AIM OF THE EXERCISE
Excluding all pictures, please output the listing exactly.

[RECORDS FOR THIS EXERCISE — start]

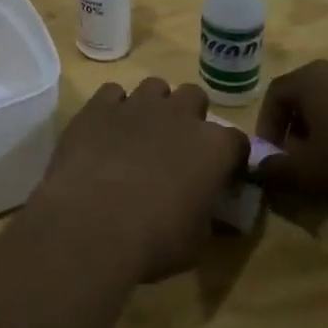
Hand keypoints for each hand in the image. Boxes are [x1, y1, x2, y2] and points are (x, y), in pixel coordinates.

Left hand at [30, 77, 247, 282]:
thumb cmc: (154, 240)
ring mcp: (137, 105)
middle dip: (189, 116)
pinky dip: (113, 107)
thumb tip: (203, 209)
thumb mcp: (196, 240)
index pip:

[RECORDS FOR THIS EXERCISE — finish]

ANSWER SECTION
Hand keypoints for each hand in the image. Boxes are [x1, y1, x2, y2] and points are (x, y), in pixel coordinates.

Left hand at [30, 77, 247, 282]:
thumb cmc: (154, 240)
ring mcp: (137, 105)
middle dip: (189, 116)
pinky dip: (113, 107)
thumb tip: (203, 209)
thumb mcp: (196, 240)
index pip:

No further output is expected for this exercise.